Yine ekim ayı geldi, buralar sensiz… Hani Eylül’ün hüznü Ekim’le uçup giderdi ya, Ekim’i de yokluğun vurdu Yasin! Bu kaç sonbahardır sana hasret yürekler… Senden sonra doğan çocukların çoğuna senin adın konuldu; güzel yerler, okullar, hayır kuruluşları da adının şerefinden nasibini aldı.

İyi ki varsın Yasin… Gençlerin ‘Z’ kuşağı diye adlandırılıp A’dan Z’ye her türlü kötülüğe itildiği dönemde, 16 yaşında bir gencin, abileriyle nasıl da Allah yolunda çabaladığını gösterdin insanlığa.

İyi ki varsın Yasin… Varlığında da iyi ki vardın, seni artık göremesek de iyi ki varsın. Herkesin birbirinden ne koparsa kâr addettiği bu çağda, bir gencin en çok eğlenebileceği, gezip tozacağı, play station salonlarında vakit öldüreceği bir bayram gününde fakirlere et ulaştırmak için, minik yavruların canına can katmak için dünyevi canından oldun. Ancak ebedi ve hiç bitmeyen bir yaşama, sonsuz huzura kavuştun. İyi ki varsın Yasin…

Hani “Allah yolunda katledilenlere ‘ölüler’ demeyin. Bilakis onlar diridirler lakin siz bunu anlamazsınız.” buyuruyor ya Rabbimiz. Biz tam olarak anlamasak da biliyoruz ki sen ve arkadaşların bizim aramızdasınız. Biz Yasin diyorsak senin grubunu kast ediyoruz. Şu sersefil, bozuk, kokuşmuş dünyada Yasin diye başladığımız her cümle Yasin’in yarenleri için de geçerli. Demek ki sen vahdetsin Yasin… Hasan, Hüseyin, Riyad, Cumali ve Turan’dan oluşan, temelinde Aytaçlar olan muazzam bir tevhid binasıdır senin binan.

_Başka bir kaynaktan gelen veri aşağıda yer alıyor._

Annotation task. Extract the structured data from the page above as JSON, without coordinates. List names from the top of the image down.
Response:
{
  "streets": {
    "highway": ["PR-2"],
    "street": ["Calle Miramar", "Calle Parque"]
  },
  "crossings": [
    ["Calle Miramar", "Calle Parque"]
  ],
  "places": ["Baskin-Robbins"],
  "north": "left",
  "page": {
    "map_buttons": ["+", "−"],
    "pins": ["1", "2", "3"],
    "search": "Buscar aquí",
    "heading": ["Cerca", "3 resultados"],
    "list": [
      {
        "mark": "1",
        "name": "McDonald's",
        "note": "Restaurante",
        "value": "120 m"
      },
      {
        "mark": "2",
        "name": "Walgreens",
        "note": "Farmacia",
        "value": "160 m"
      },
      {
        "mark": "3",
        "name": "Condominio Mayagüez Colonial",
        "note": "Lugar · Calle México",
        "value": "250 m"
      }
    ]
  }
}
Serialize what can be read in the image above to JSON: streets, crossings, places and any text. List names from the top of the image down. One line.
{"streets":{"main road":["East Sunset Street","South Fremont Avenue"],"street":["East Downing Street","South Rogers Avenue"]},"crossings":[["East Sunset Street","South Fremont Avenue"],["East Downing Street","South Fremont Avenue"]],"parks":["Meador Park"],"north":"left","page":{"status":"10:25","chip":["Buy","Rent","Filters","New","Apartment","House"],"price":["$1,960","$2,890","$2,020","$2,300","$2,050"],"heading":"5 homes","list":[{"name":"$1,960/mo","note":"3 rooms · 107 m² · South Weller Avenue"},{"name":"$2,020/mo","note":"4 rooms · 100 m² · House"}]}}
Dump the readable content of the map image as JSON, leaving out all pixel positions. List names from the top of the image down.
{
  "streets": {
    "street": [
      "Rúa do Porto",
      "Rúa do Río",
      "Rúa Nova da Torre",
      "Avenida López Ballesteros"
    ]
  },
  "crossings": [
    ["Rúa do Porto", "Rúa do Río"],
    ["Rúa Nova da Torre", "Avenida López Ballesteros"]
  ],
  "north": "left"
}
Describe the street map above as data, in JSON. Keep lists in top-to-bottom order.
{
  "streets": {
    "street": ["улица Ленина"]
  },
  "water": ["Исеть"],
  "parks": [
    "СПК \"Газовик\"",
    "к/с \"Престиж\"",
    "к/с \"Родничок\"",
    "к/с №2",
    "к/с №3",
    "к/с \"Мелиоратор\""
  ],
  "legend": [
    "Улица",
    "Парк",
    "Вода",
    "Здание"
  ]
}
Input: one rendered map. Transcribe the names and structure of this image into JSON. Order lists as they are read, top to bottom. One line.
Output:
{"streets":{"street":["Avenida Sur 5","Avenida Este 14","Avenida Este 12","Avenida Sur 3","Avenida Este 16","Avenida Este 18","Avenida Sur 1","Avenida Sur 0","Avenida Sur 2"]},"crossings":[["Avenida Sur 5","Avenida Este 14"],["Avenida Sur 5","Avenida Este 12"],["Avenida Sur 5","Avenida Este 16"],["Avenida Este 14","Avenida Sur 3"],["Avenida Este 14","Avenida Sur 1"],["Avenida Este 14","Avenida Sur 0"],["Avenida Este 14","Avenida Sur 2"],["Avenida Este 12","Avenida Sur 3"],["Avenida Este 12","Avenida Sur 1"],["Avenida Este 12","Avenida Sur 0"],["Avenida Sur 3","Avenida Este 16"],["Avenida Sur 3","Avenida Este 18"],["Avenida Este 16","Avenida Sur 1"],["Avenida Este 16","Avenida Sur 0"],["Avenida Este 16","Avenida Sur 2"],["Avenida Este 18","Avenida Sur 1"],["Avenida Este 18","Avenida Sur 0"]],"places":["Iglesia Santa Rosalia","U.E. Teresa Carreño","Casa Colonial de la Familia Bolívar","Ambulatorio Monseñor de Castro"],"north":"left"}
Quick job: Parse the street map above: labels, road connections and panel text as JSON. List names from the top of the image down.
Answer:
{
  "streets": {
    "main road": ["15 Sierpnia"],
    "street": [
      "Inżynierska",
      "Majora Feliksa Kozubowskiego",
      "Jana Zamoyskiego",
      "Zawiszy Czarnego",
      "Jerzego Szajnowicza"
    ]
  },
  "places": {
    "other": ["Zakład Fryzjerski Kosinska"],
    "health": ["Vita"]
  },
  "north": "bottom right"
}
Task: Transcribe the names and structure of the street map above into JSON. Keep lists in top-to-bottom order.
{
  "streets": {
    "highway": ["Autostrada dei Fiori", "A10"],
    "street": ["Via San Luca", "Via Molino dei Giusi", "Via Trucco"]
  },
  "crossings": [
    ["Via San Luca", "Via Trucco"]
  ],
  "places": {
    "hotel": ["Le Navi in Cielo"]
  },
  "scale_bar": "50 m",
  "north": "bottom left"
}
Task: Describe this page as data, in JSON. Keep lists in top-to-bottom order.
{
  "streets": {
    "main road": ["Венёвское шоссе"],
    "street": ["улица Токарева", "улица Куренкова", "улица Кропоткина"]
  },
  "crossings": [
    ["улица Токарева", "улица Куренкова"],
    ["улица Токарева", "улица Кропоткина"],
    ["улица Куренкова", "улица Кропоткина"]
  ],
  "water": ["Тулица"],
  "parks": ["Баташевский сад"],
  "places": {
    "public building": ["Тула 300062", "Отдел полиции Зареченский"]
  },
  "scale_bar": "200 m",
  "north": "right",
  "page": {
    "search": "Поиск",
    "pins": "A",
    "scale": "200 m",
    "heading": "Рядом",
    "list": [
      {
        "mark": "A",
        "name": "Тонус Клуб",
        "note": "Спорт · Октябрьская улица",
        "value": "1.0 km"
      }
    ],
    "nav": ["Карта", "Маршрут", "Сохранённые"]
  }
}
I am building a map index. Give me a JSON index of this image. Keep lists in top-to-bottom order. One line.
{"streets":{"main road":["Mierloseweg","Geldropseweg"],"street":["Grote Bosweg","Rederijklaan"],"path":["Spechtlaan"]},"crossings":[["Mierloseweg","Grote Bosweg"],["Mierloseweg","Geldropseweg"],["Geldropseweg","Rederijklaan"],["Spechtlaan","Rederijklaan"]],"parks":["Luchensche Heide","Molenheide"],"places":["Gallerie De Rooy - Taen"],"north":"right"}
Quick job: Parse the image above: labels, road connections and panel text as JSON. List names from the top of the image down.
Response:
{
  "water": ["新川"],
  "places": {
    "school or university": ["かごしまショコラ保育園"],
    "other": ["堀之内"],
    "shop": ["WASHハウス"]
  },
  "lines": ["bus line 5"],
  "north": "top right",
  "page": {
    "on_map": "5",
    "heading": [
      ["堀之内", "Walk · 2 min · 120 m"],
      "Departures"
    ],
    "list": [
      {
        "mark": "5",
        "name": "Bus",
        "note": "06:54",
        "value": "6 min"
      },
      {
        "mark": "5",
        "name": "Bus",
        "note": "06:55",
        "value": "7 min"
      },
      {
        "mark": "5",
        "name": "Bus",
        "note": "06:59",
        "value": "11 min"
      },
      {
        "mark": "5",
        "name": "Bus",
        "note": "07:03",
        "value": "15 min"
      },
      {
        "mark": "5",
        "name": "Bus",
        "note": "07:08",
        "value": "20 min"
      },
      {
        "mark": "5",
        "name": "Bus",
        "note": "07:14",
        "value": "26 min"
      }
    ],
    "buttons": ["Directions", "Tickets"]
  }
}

İyi ki varsın Yasin… Ayrılığın, aykırılığın, ırkçılığın her türlüsünü kanınla yıkayıp giderdin. Doğu ile batı da birleşti senin vahdet ikliminde. Görüldü ki Furkan Doğan, Eren Bülbül ve Yasinler aynı binanın harcı, biri diğerinden ayrılmaz.

İyi ki varsın Yasin… Bir insan kaç kere öldürülebilirse o kadar ölüm denendi üstünde. Hem de yardımına gittiğin binanın ihbarı ile… Bilmiyorum ey Yasin, sen mi daha büyüksün yoksa kavmini uyarmak için gelip de şehit edilen Habib-i Neccar mı? Eminim ki sen de şehit edilirken onun gibi “Keşke kavmim bilseydi…” dedin.

Hem şehadetiniz Ashab-ı Kehf’in dirilmesi gibi mübarekti, her türlü bahaneyi söktü attı yüreklerden. Sizden sonra akıl sahibi hiç kimse “Onlar sahabe idiler biz onlar gibi değiliz.” yahut “Devir değişti artık bu işler bizi aşar.” diyemedi. Zira bize gösterdiniz ki, devri bu sözlerle değiştiren bizdik ve devir değişse bile hakikat değişmezdi. İşimize gelmeyen şeylerin hepsini zamanın üstüne yıkan, kaytaran, işten kaçan bizler, sizden çok şey öğrendik.

Sizi öldürmeye gelenler sizde dirilmedi belki ama on binler dirildi kanınızın bereketi ile. Gelecek nesillere bırakılacak en güzel şeyi bıraktınız. Ayırmadan, isimlere bölmeden söylüyorum: İyi ki varsınız Yasinler… Ve iyi ki varsınız Yasinler yetiştiren analar, babalar, hocalar…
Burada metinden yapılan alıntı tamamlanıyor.